An organisation rated by the Economist Intelligence Unit in 2007 to be “a source of corruption and national shame” and in March this year, to be “among the most secretive oil groups in the world,” can only continue to be so only with presidential and ministerial complicity. Successive Nigerian presidents have, according to an analyst, turned the NNPC into their “personal ATM.” A former presidential media adviser, in his memoirs, detailed how the then President would simply demand money from the NNPC group managing director for activities that should normally be funded by MDAs. There are allegations that the NNPC partly funds the re-election campaigns of sitting presidents.
The scale of the impunity perpetrated by public officials is simply awesome. What Nigeria needs is a holding company to manage her interests in the oil and gas industry, not a corporate behemoth that oils the machinery of graft. The reform should begin with a total withdrawal from the downstream oil sector – pipelines, refineries, depots and retail outlets should be privatised within six months of the new administration taking office. Its production arm, the NPDC, should also be privatised. Let the private sector run things, while the government strengthens regulation and sees to the passage of the Petroleum Industry Bill.
As the late Singaporean leader, Lee Kuan Yew, put it,“Singapore is what it is today because of its system of transparency and integrity.” The new government should break quickly with the inertia, impunity and complicity of the President Goodluck Jonathan administration and exhume the panel and audit reports on the NNPC. Arising from the 2011 petrol subsidy scam where N2.53 trillion was paid in unbudgeted payments, four reports and committee reports to review them have not been acted upon. The latest report by the Nigerian Extractive Industries Transparency Initiative on the period 2009-11, said N4.42 billion, N3.71 billion, and $1.7 billion in over-recoveries from marketers and use of expired memorandum of understanding with joint venture partners were still outstanding. This is a firm that, according to EvB, sells all of its crude through third parties, which creates room for kickbacks and shady contracts.
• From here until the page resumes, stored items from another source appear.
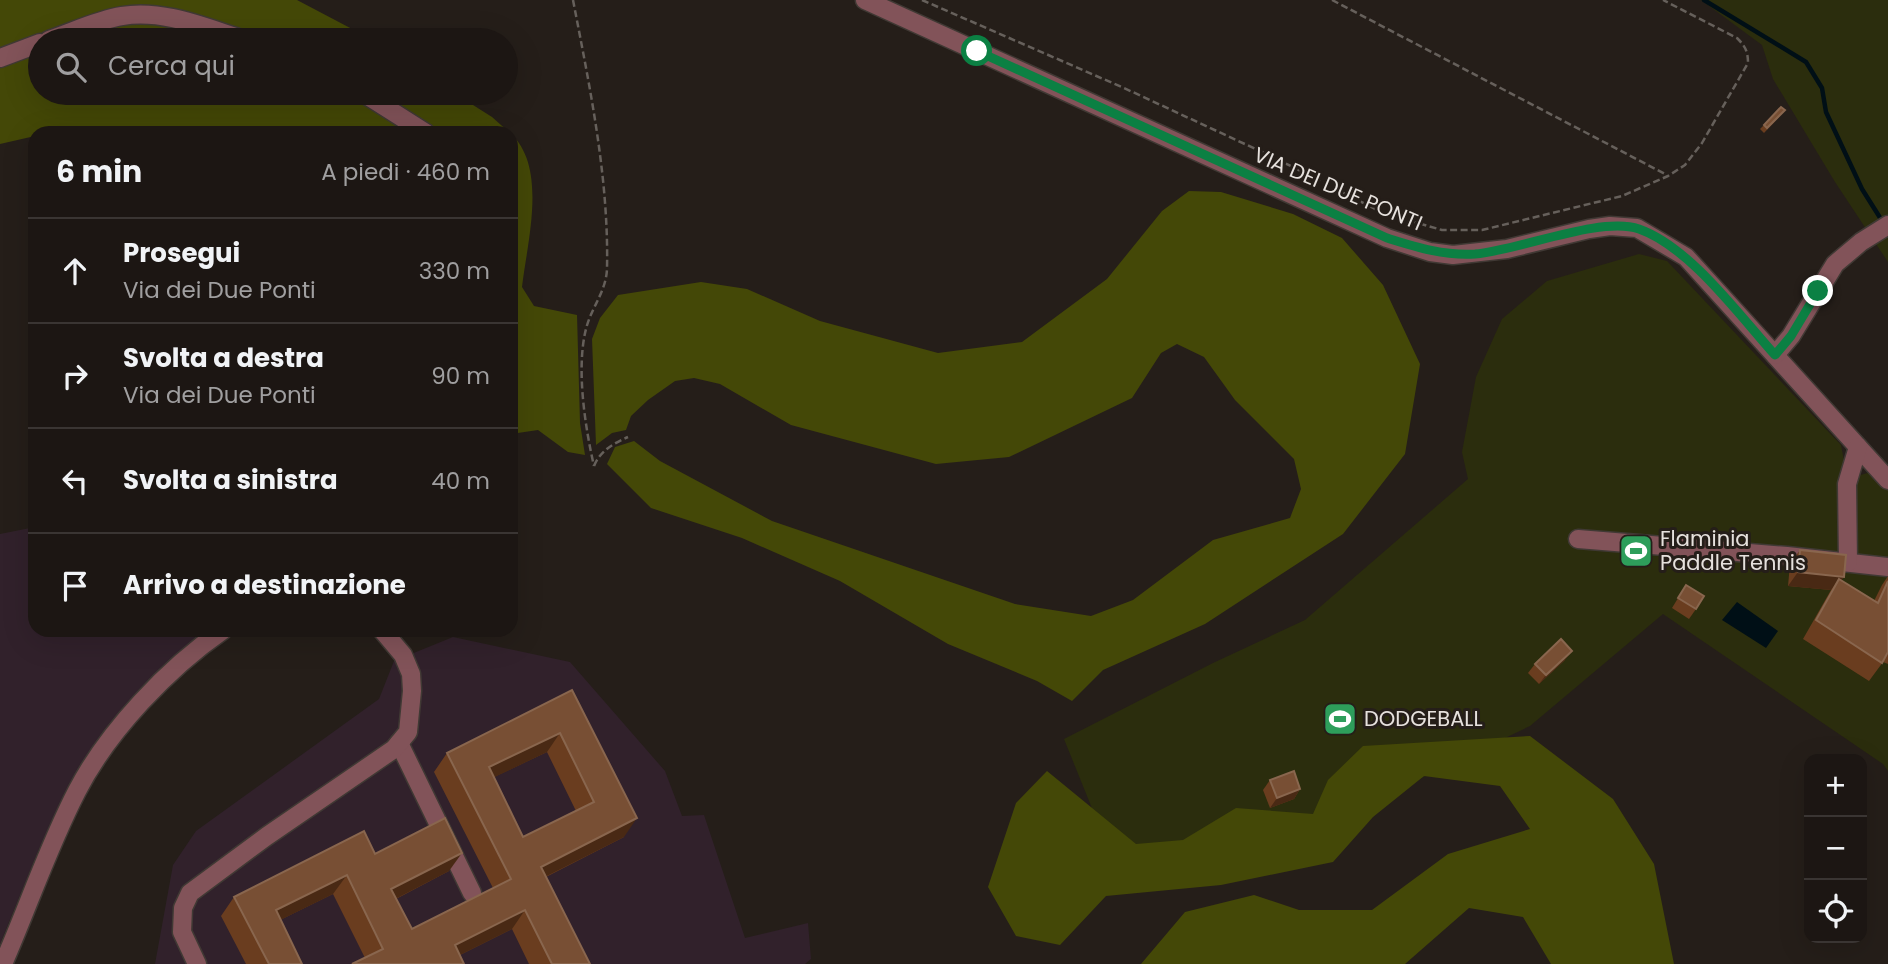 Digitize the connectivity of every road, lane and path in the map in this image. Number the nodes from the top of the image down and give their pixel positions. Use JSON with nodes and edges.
{"nodes":[{"id":1,"x":573,"y":0,"type":"edge"},
{"id":2,"x":865,"y":0,"type":"edge"},
{"id":3,"x":922,"y":0,"type":"edge"},
{"id":4,"x":1332,"y":0,"type":"edge"},
{"id":5,"x":1663,"y":0,"type":"edge"},
{"id":6,"x":82,"y":28,"type":"edge"},
{"id":7,"x":207,"y":28,"type":"edge"},
{"id":8,"x":28,"y":48,"type":"edge"},
{"id":9,"x":0,"y":58,"type":"edge"},
{"id":10,"x":382,"y":105,"type":"edge"},
{"id":11,"x":415,"y":126,"type":"edge"},
{"id":12,"x":1668,"y":176,"type":"junction"},
{"id":13,"x":1888,"y":225,"type":"edge"},
{"id":14,"x":1775,"y":355,"type":"junction"},
{"id":15,"x":628,"y":437,"type":"dead end"},
{"id":16,"x":1858,"y":447,"type":"junction"},
{"id":17,"x":1888,"y":480,"type":"edge"},
{"id":18,"x":1578,"y":539,"type":"dead end"},
{"id":19,"x":1848,"y":562,"type":"junction"},
{"id":20,"x":1888,"y":567,"type":"edge"},
{"id":21,"x":213,"y":637,"type":"edge"},
{"id":22,"x":388,"y":637,"type":"edge"},
{"id":23,"x":399,"y":743,"type":"junction"},
{"id":24,"x":472,"y":893,"type":"dead end"},
{"id":25,"x":4,"y":964,"type":"edge"},
{"id":26,"x":197,"y":964,"type":"edge"}],
"edges":[{"from":1,"to":15,"type":"path"},
{"from":2,"to":14,"type":"street","name":"VIA DEI DUE PONTI"},
{"from":3,"to":12,"type":"path"},
{"from":4,"to":12,"type":"path"},
{"from":5,"to":12,"type":"path"},
{"from":6,"to":7,"type":"street"},
{"from":8,"to":9,"type":"street"},
{"from":10,"to":11,"type":"street"},
{"from":13,"to":14,"type":"street"},
{"from":14,"to":16,"type":"street","name":"VIA DEI DUE PONTI"},
{"from":16,"to":17,"type":"street","name":"VIA DEI DUE PONTI"},
{"from":16,"to":19,"type":"street"},
{"from":18,"to":19,"type":"street"},
{"from":19,"to":20,"type":"street"},
{"from":21,"to":25,"type":"street"},
{"from":22,"to":23,"type":"street"},
{"from":23,"to":24,"type":"street"},
{"from":23,"to":26,"type":"street"}]} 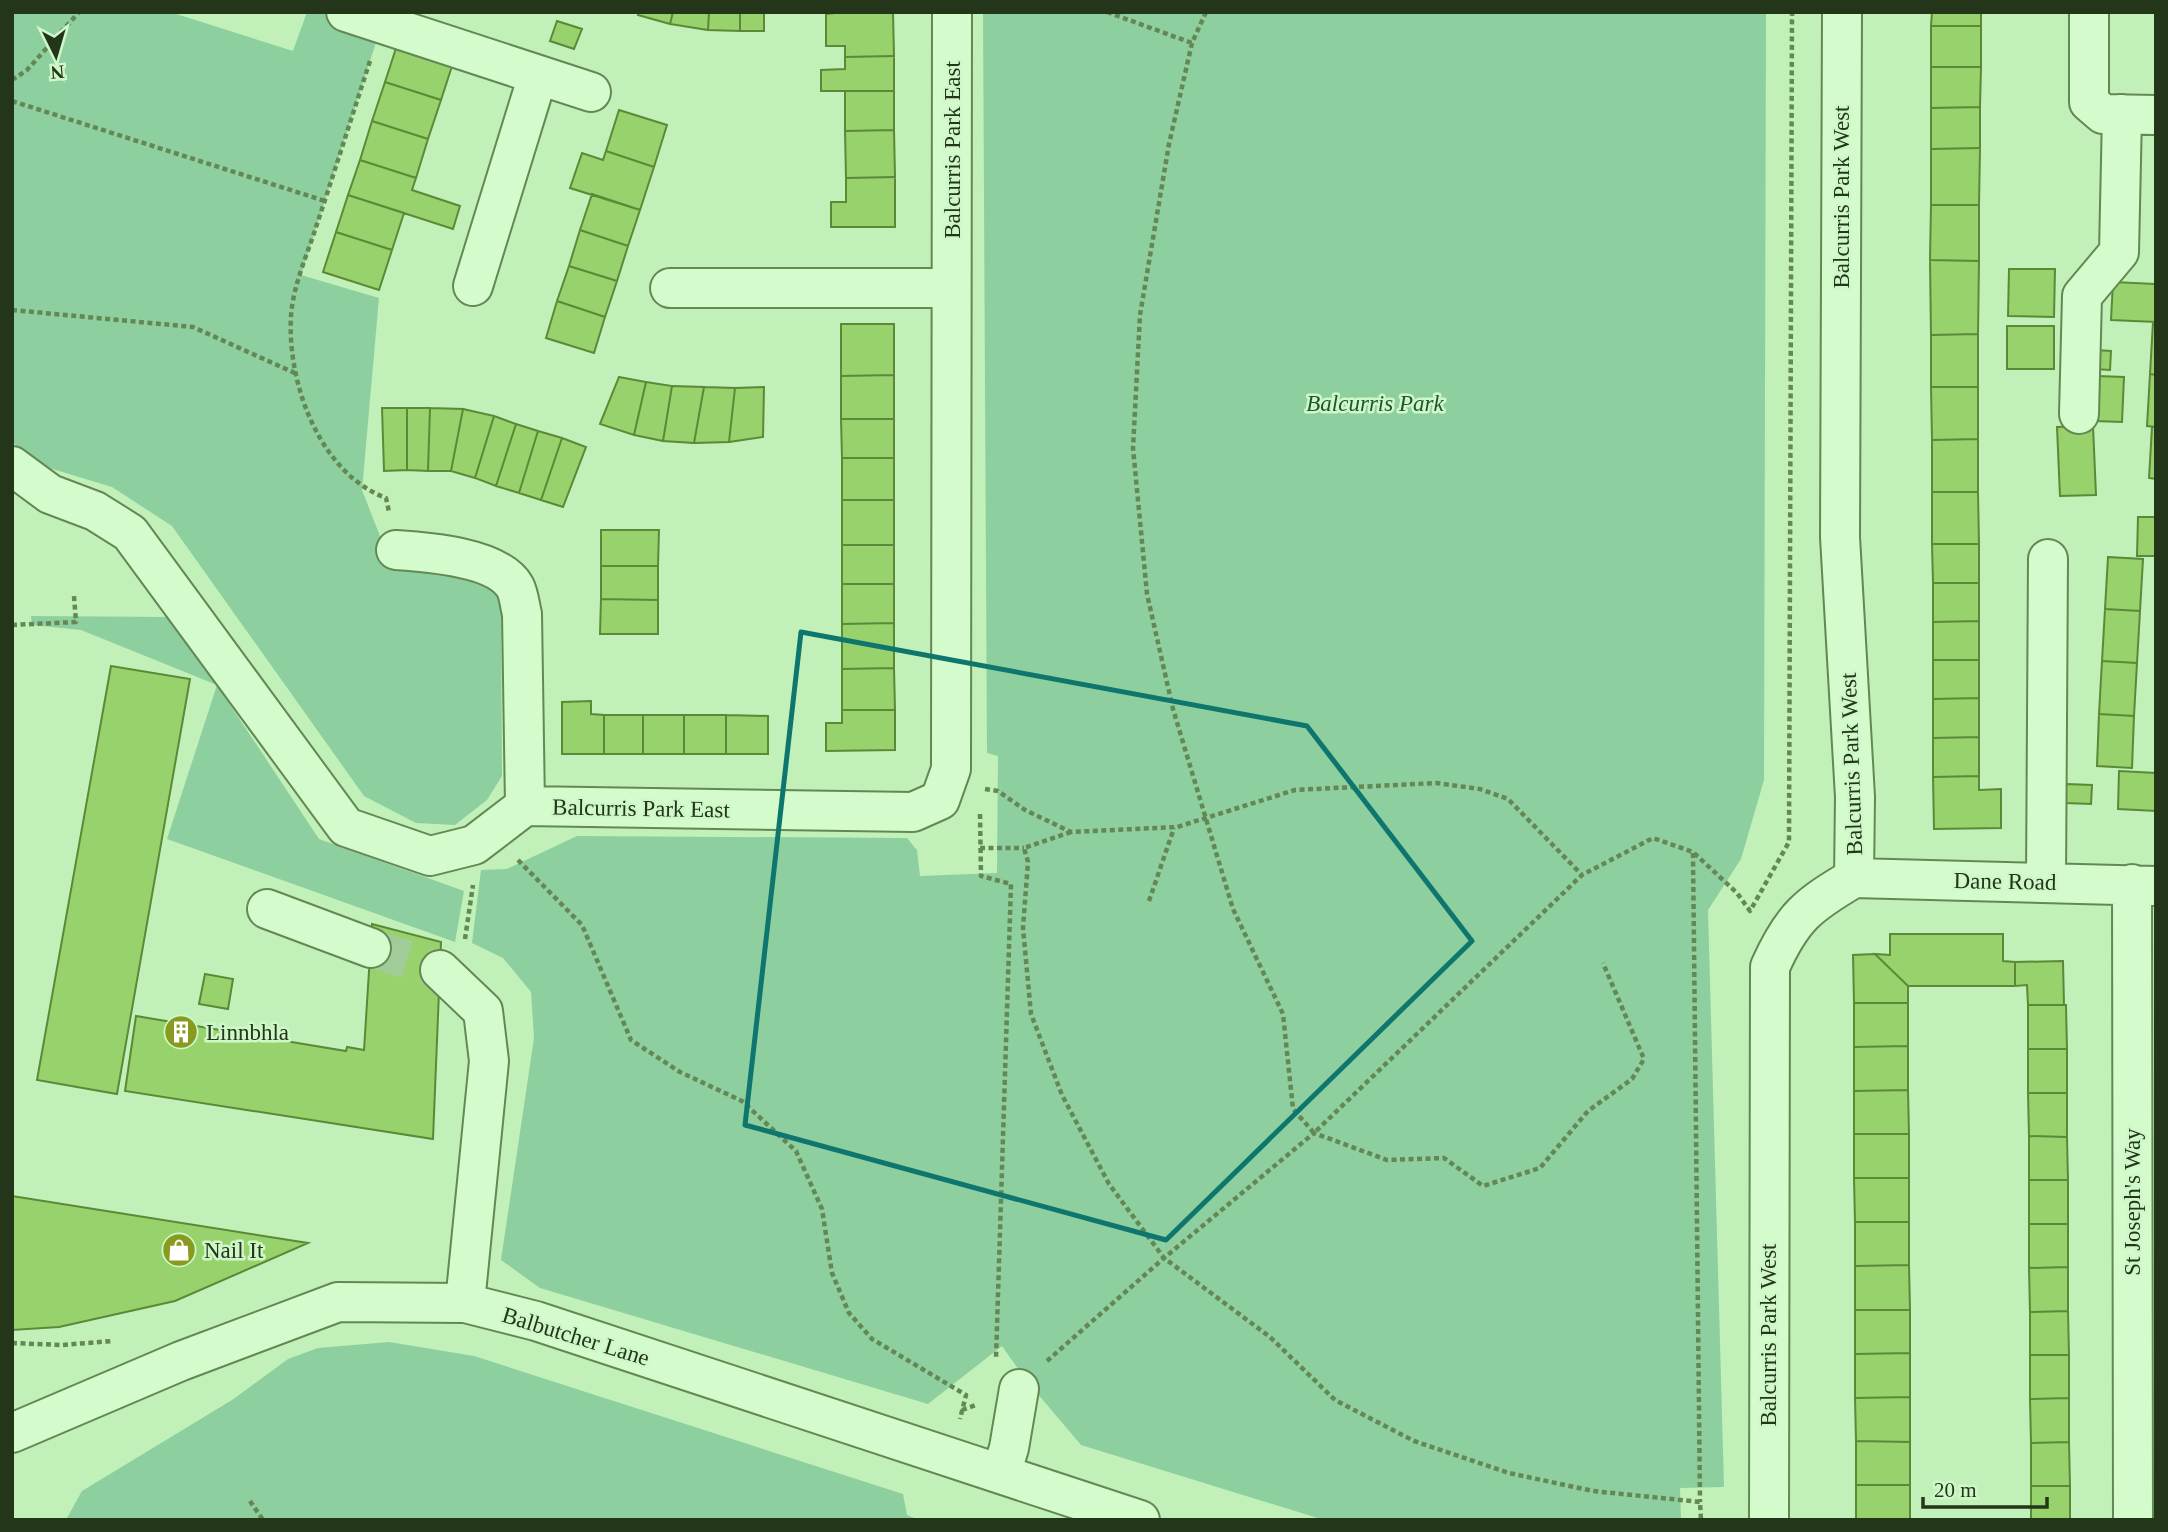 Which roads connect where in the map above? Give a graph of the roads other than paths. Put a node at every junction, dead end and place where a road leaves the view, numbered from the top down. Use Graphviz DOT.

Nigerians want to know how much is really missing from the NNPC: is it $20 billion as alleged by the former CBN governor, Lamido Sanusi, or $10.8 billion as the NNPC itself once admitted only to later say it paid itself for kerosene subsidy? We need details of the refund of $1.48 billion recommended by PWC. What kind of accounting does NNPC operate that the CBN, the government’s banker, cannot unravel and one where the Finance Ministry, the Accountant-General and the apex bank have conflicting figures?
But if ever the argument that a fine toothcomb needs to be run through the NNPC is in doubt, Buhari needs only remember that despite producing 2.3 million barrels of crude per day, Nigeria imports refined petroleum products, the victim of NNPC’s incompetent, corruption-ridden monopoly in local refining.
The overall strategic approach to fighting corruption should apply across the board, with no distinction made on whether it is petty corruption or high level corruption. No exception is made for anyone and there are no “black areas” or “sacred cows” the law cannot deal with.